“Se ‘de médico e de louco, todos temos um pouco’ parece que a sociedade ganhou muitos médicos nesta época de pandemia. Estamos diante de uma doença que não tem tratamento estabelecido e todos querem opinar, mas na prática, o cuidado das pessoas infectadas segue por conta e risco dos profissionais da saúde”
O extraordinário contexto de pandemia vem acompanhado por um fenômeno de comunicação que também é novo na sociedade. Vivenciamos uma ‘guerra de narrativas’. Os conceitos bem estabelecidos em cada campo do conhecimento são utilizados fora de seu contexto habitual para defesa de interesses pessoais, de classes, interesses profissionais, partidários, financeiros e entre outros.
Esta guerra não é nova, mas as ferramentas de comunicação, sim, e, se tornaram armas a serviço de múltiplos interesses.

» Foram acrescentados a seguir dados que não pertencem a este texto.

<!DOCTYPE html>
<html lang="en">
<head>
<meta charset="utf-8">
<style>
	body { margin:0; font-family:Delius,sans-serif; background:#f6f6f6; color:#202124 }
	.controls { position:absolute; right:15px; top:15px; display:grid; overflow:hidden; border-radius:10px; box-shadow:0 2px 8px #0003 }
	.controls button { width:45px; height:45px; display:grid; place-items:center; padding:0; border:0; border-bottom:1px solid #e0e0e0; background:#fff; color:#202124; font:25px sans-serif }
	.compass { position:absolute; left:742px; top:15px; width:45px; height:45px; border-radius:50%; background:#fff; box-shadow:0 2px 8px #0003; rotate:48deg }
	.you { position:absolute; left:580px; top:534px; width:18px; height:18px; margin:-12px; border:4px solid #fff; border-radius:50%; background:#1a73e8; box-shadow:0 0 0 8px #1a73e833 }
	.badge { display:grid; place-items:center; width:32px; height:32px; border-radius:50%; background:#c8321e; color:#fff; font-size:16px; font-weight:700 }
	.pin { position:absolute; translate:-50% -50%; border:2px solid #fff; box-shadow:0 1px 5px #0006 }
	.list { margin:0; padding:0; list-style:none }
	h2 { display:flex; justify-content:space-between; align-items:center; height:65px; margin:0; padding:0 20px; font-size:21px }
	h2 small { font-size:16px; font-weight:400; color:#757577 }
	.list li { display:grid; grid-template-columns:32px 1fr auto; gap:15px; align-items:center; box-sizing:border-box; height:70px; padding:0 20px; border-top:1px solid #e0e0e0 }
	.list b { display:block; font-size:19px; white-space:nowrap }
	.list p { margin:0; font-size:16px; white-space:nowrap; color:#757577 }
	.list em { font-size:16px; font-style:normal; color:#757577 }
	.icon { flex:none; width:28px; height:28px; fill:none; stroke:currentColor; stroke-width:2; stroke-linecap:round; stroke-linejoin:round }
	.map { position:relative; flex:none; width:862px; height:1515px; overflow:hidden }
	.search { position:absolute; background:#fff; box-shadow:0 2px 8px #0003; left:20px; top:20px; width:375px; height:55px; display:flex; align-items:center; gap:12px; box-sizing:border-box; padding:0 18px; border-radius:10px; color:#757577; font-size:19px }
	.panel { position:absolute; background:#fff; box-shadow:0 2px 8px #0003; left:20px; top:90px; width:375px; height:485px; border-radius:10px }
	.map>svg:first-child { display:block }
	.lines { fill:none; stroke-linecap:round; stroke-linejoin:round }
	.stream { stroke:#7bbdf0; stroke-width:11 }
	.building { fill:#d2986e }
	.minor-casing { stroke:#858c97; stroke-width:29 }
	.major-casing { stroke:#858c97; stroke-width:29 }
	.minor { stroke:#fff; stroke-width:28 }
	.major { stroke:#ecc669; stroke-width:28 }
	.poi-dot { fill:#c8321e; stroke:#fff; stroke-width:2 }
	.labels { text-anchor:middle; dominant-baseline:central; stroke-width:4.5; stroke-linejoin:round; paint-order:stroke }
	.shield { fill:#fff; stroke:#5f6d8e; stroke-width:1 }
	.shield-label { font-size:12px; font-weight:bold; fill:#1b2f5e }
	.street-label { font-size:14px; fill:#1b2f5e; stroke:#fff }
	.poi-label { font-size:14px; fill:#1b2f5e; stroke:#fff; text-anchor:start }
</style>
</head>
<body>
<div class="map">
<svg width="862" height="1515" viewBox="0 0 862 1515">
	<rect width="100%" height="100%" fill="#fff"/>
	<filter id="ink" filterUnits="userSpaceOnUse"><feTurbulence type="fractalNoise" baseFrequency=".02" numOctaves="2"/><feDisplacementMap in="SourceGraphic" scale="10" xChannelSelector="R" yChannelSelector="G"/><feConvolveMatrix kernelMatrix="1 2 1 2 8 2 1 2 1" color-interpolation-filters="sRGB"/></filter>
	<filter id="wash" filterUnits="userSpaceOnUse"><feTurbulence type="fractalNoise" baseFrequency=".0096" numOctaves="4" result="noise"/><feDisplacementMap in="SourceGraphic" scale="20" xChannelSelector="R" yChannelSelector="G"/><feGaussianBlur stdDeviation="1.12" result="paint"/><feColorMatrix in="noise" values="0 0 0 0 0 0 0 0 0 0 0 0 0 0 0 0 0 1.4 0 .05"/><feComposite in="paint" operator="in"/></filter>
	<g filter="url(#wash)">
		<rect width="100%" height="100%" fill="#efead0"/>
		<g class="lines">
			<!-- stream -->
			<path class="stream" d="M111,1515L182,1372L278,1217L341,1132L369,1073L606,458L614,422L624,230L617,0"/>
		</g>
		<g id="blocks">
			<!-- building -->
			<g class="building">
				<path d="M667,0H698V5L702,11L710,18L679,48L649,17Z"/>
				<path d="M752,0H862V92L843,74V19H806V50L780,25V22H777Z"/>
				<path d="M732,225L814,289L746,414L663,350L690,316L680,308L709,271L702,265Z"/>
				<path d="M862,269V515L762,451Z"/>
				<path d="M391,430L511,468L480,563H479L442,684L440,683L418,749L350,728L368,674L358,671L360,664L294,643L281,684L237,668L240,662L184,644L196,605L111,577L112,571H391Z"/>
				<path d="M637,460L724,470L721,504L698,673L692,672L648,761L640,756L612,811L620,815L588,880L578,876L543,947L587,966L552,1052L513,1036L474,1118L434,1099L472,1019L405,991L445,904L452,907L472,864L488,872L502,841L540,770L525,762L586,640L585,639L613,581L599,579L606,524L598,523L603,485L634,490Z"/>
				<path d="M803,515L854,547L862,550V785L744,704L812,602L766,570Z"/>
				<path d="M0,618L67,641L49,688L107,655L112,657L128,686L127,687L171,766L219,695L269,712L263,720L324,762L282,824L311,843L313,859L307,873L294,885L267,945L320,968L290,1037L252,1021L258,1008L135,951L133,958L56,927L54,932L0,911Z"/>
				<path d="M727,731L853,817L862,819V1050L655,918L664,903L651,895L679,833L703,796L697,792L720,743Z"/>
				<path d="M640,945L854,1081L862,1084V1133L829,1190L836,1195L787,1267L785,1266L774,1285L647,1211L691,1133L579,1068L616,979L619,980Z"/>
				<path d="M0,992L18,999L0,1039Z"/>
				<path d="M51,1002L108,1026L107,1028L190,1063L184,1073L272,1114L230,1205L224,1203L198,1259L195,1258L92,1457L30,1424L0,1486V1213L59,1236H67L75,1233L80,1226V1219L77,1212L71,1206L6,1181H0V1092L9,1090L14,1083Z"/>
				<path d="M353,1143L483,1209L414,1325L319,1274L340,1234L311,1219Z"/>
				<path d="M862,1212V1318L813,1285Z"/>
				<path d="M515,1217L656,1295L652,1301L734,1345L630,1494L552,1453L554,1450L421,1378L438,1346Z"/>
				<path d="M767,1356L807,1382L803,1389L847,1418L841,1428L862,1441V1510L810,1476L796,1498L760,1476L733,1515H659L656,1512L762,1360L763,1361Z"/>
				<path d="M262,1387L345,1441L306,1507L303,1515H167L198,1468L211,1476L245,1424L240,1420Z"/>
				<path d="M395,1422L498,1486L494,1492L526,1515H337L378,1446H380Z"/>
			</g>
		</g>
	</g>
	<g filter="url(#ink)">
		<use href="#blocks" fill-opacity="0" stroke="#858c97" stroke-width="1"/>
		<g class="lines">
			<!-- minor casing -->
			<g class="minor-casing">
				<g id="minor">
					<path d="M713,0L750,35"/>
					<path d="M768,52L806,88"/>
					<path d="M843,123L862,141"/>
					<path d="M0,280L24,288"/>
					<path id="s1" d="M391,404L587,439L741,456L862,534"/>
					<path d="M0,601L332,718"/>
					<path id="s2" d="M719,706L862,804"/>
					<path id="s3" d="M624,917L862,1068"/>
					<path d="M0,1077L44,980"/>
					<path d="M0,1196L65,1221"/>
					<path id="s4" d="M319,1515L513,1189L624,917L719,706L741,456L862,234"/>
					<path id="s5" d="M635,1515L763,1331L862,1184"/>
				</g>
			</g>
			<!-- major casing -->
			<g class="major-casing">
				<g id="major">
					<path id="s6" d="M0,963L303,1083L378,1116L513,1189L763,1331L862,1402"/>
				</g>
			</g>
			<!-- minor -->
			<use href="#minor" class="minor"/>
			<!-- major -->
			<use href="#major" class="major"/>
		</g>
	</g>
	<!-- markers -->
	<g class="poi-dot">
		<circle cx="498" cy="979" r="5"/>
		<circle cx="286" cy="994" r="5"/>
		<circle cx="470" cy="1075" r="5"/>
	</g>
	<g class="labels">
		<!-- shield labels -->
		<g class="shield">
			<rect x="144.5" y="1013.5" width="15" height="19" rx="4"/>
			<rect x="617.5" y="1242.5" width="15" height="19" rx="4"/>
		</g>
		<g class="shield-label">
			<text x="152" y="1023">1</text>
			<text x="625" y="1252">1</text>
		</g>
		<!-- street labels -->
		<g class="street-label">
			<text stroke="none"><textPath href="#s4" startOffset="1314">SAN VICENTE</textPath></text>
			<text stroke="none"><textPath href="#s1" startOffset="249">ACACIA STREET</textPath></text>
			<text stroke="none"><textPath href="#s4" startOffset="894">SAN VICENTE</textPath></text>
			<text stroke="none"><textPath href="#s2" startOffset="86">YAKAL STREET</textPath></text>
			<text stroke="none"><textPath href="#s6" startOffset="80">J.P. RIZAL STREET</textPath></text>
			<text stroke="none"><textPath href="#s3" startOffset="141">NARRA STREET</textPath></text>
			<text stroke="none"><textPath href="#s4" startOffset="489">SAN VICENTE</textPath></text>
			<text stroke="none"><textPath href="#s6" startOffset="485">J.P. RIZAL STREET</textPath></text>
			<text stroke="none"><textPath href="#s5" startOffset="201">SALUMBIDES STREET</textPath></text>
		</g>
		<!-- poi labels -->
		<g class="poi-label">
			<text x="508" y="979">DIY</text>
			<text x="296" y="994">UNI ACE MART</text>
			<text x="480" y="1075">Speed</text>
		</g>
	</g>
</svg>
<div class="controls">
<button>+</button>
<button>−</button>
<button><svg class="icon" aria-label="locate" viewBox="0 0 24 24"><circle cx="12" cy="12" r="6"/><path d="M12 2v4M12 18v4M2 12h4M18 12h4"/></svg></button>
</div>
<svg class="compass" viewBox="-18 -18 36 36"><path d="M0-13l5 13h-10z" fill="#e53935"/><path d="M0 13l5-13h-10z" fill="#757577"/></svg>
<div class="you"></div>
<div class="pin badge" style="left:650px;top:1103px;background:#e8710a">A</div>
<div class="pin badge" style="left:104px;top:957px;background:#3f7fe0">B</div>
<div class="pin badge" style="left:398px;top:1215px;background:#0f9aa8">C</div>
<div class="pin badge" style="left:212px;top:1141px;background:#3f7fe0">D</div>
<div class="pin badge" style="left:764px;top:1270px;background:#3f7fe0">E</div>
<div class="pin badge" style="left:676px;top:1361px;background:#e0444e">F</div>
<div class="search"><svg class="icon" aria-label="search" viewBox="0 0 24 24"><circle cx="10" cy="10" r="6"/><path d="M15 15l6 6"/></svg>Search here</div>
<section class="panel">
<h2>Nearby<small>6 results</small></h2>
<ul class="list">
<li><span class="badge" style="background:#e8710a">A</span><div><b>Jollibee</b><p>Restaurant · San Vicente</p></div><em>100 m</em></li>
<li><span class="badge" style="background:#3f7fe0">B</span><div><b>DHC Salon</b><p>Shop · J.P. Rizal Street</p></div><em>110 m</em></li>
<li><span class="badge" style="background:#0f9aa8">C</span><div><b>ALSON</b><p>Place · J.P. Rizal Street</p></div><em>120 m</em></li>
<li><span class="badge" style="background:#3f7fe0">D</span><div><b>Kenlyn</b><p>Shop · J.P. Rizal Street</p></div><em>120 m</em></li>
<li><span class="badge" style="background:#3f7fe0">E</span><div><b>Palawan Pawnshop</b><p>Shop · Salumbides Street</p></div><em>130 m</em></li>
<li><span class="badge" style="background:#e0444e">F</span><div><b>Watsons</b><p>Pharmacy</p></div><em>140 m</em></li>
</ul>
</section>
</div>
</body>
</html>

Exemplo disso, é o uso indiscriminado dos conceitos de tratamento precoce, preventivo e profilático. É plausível que a maioria das pessoas não entendam o que isso significa de modo técnico, afinal, ninguém precisa dominar todas as ciências. Mas o debate extrapola os meios acadêmicos, o campo específico e vai para as redes sociais.
A associação destes fatos potencializa a discórdia entre pares, até mesmo, entre amigos e entre profissionais da saúde. Isso ocorre porque a narrativa social se consolida pela mediação de conteúdos disparados de pessoa para pessoa, independente da área de domínio de conhecimento, além disso, houve o enfraquecimento das instituições, elas perderam representatividade e sua voz é abafada, ou quase nula (poucos atribuem valor ao que ‘diz’ o governo, a igreja, a escola, os sindicatos patronais e de trabalhadores).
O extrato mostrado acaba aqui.